Problem | In the records below, find the line that contains "thumb ip: (544, 355)", then write out that line and each one after it exactly, up to and including the last.

Dataset |

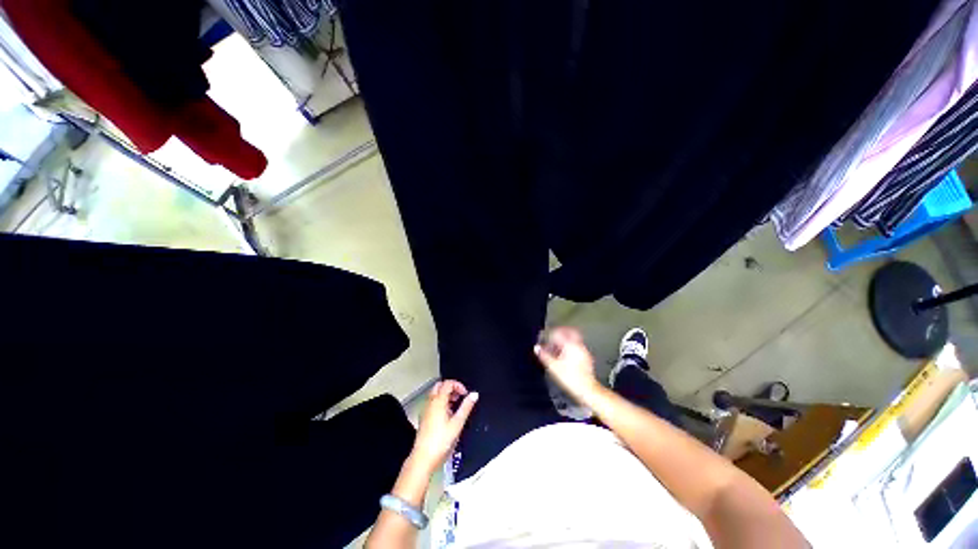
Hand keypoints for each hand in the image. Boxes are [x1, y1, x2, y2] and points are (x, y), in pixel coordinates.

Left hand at [409, 380, 478, 473]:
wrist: (423, 458)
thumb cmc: (441, 440)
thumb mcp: (457, 423)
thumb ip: (466, 407)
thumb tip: (474, 394)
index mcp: (438, 401)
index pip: (448, 383)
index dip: (458, 385)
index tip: (465, 394)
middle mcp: (430, 402)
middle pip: (440, 386)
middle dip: (451, 388)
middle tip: (460, 397)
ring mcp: (425, 409)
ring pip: (435, 394)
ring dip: (446, 395)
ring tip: (456, 406)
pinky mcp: (423, 417)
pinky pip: (432, 403)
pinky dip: (441, 402)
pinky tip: (447, 415)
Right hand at [534, 327, 601, 402]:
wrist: (586, 389)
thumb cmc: (570, 377)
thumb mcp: (553, 366)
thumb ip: (544, 355)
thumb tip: (536, 348)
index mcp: (570, 345)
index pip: (559, 333)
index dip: (551, 334)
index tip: (546, 336)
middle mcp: (579, 346)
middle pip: (570, 333)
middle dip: (561, 333)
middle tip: (554, 335)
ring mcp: (584, 352)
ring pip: (574, 341)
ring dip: (566, 341)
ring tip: (558, 348)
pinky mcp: (587, 359)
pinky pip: (578, 348)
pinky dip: (571, 348)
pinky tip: (565, 356)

Response below |
thumb ip: (544, 355)
thumb tip: (536, 348)
index mcp: (570, 345)
index pip: (559, 333)
index dip: (551, 334)
index tip: (546, 336)
middle mcp: (579, 346)
middle pip: (570, 333)
middle dip: (561, 333)
middle tip: (554, 335)
ring mcp: (584, 352)
ring pip: (574, 341)
ring dip: (566, 341)
ring tip: (558, 348)
pinky mcp: (587, 359)
pinky pip: (578, 348)
pinky dip: (571, 348)
pinky tip: (565, 356)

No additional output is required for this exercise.